Застегнув рубаху, Герби подбежал к каноэ и взял руку, которую застенчиво протянула ему Люсиль. Йиши с Фелисией, держась за руки и воркуя, уже брели по берегу.
– Вас не поймают? – спросил Герби. – Ведь вам нельзя на мужской берег.
– Это твоя сестра придумала. Да и какая теперь разница?
Герби с легким сердцем вспомнил, что завтра в это время законы Гаусса будут иметь не больше силы, чем уложения египетских фараонов.
Герберт повел Люсиль к своему любимому камню, и они сели бок о бок. Он накрыл ее ладонь своей. Ощутил ее прохладу и крошечность. Солнце заходило, расплескав пурпур и золото во всю ширь неба.
– Герби, я очень плохо поступила с тобой.
– Да ладно.
– Ты мне нравишься в тысячу раз больше Ленни.
– А ты мне нравишься в миллион раз больше всех… не считая папы и мамы.
Холодный сторонний наблюдатель, возможно, счел бы эти признания недостаточно поэтичными, но для обоих влюбленных они прозвучали сладкой и волнующей музыкой. Последовала восхитительная тишина, и Герби, забыв о горечи и стыде за свои недавние денежные операции, подумал, какая же это неописуемая прелесть и счастье – жить на свете…

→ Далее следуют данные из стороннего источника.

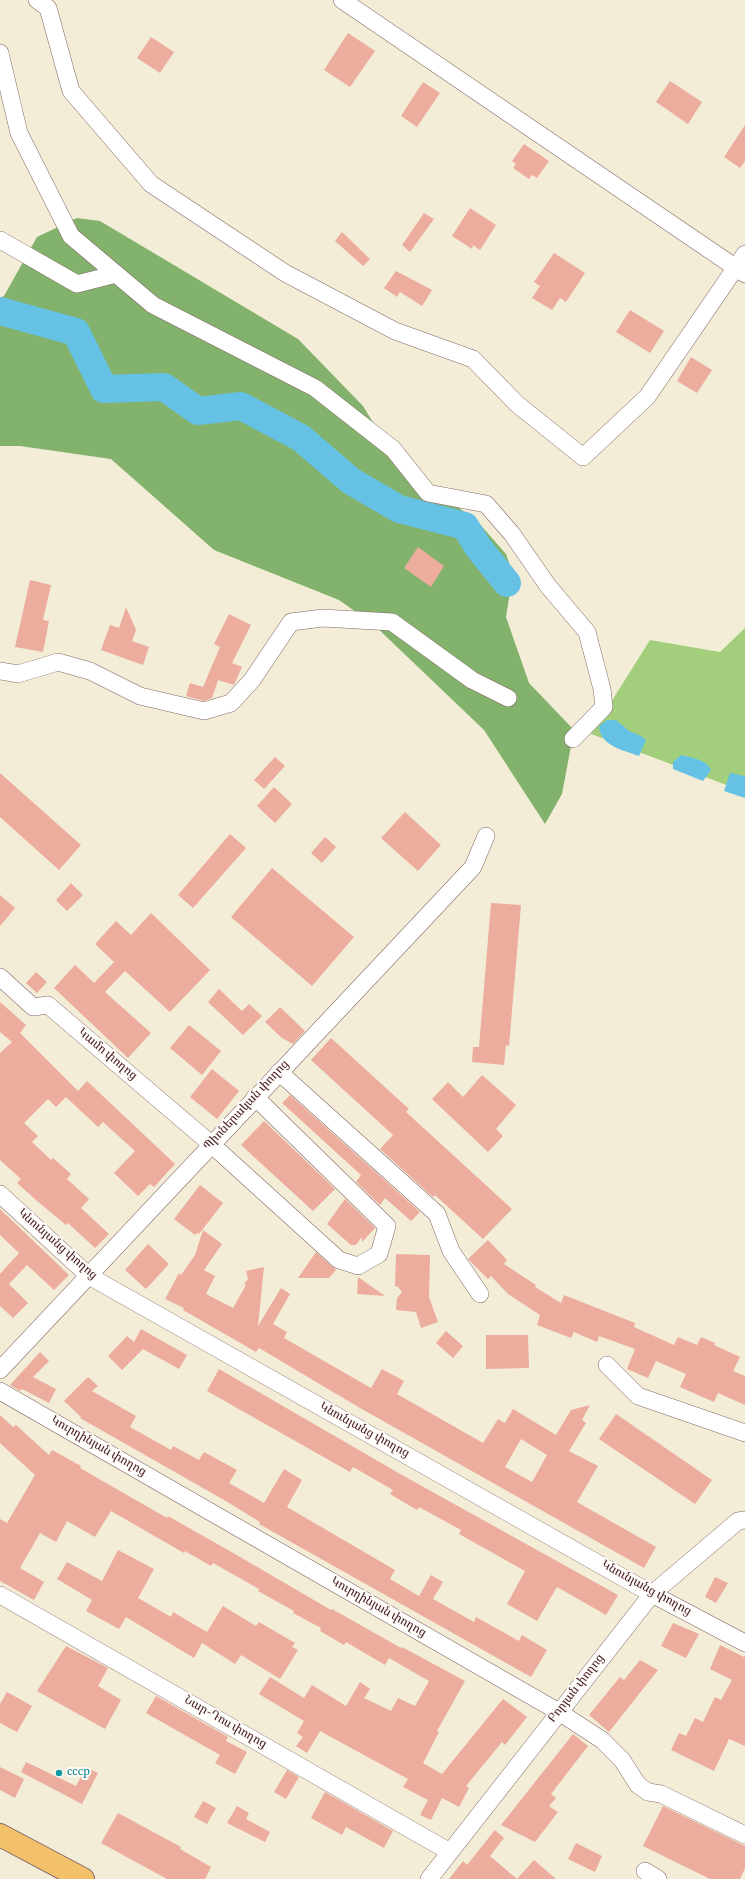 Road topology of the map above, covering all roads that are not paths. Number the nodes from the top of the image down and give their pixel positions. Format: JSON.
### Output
{"nodes":[{"id":1,"x":37,"y":0,"type":"edge"},
{"id":2,"x":342,"y":0,"type":"edge"},
{"id":3,"x":0,"y":53,"type":"edge"},
{"id":4,"x":0,"y":240,"type":"edge"},
{"id":5,"x":745,"y":254,"type":"edge"},
{"id":6,"x":740,"y":272,"type":"edge"},
{"id":7,"x":116,"y":274,"type":"junction"},
{"id":8,"x":0,"y":671,"type":"edge"},
{"id":9,"x":508,"y":698,"type":"dead end"},
{"id":10,"x":573,"y":739,"type":"dead end"},
{"id":11,"x":486,"y":836,"type":"dead end"},
{"id":12,"x":0,"y":977,"type":"edge"},
{"id":13,"x":279,"y":1072,"type":"junction"},
{"id":14,"x":255,"y":1097,"type":"junction"},
{"id":15,"x":211,"y":1144,"type":"junction"},
{"id":16,"x":0,"y":1194,"type":"edge"},
{"id":17,"x":89,"y":1276,"type":"junction"},
{"id":18,"x":480,"y":1294,"type":"dead end"},
{"id":19,"x":607,"y":1365,"type":"dead end"},
{"id":20,"x":0,"y":1370,"type":"edge"},
{"id":21,"x":0,"y":1391,"type":"edge"},
{"id":22,"x":745,"y":1433,"type":"edge"},
{"id":23,"x":745,"y":1520,"type":"edge"},
{"id":24,"x":652,"y":1594,"type":"junction"},
{"id":25,"x":0,"y":1595,"type":"edge"},
{"id":26,"x":745,"y":1643,"type":"edge"},
{"id":27,"x":559,"y":1712,"type":"junction"},
{"id":28,"x":745,"y":1835,"type":"edge"},
{"id":29,"x":0,"y":1836,"type":"edge"},
{"id":30,"x":450,"y":1852,"type":"junction"},
{"id":31,"x":84,"y":1879,"type":"edge"},
{"id":32,"x":429,"y":1879,"type":"edge"}],
"edges":[{"from":1,"to":6,"type":"street"},
{"from":2,"to":6,"type":"street"},
{"from":3,"to":7,"type":"street"},
{"from":4,"to":7,"type":"street"},
{"from":5,"to":6,"type":"street"},
{"from":7,"to":10,"type":"street"},
{"from":8,"to":9,"type":"street"},
{"from":11,"to":13,"type":"street","name":"Պիոներական փողոց"},
{"from":12,"to":15,"type":"street","name":"Կամո փողոց"},
{"from":13,"to":14,"type":"street","name":"Պիոներական փողոց"},
{"from":13,"to":18,"type":"street"},
{"from":14,"to":15,"type":"street","name":"Պիոներական փողոց"},
{"from":14,"to":15,"type":"street","name":"Կամո փողոց"},
{"from":15,"to":17,"type":"street","name":"Պիոներական փողոց"},
{"from":16,"to":17,"type":"street","name":"Կնունյանց փողոց"},
{"from":17,"to":20,"type":"street","name":"Պիոներական փողոց"},
{"from":17,"to":24,"type":"street","name":"Կնունյանց փողոց"},
{"from":19,"to":22,"type":"street"},
{"from":21,"to":27,"type":"street","name":"Կուրղինյան փողոց"},
{"from":23,"to":24,"type":"street","name":"Բորյան փողոց"},
{"from":24,"to":26,"type":"street","name":"Կնունյանց փողոց"},
{"from":24,"to":27,"type":"street","name":"Բորյան փողոց"},
{"from":25,"to":30,"type":"street","name":"Նար-Դոս փողոց"},
{"from":27,"to":28,"type":"street","name":"Կուրղինյան փողոց"},
{"from":27,"to":30,"type":"street","name":"Բորյան փողոց"},
{"from":29,"to":31,"type":"main road"},
{"from":30,"to":32,"type":"street","name":"Բորյան փողոց"}]}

Поезд вдруг качнуло на повороте, Герби больно ударился носом о стекло, и к надуманным слезам прибавились слезы непроизвольные. От боли сцена у озера исчезла и никак не хотела снова возникать в воображении. Наш герой попробовал было воссоздать благоговейный трепет перед течением времени, который испытал, лежа в темноте на своей койке и прислушиваясь к протяжным нотам последнего отбоя, но и это ему не удалось. Все слезы были выплаканы. Мальчик с сожалением промокнул глаза платком и повернулся лицом к шумному переполненному вагону.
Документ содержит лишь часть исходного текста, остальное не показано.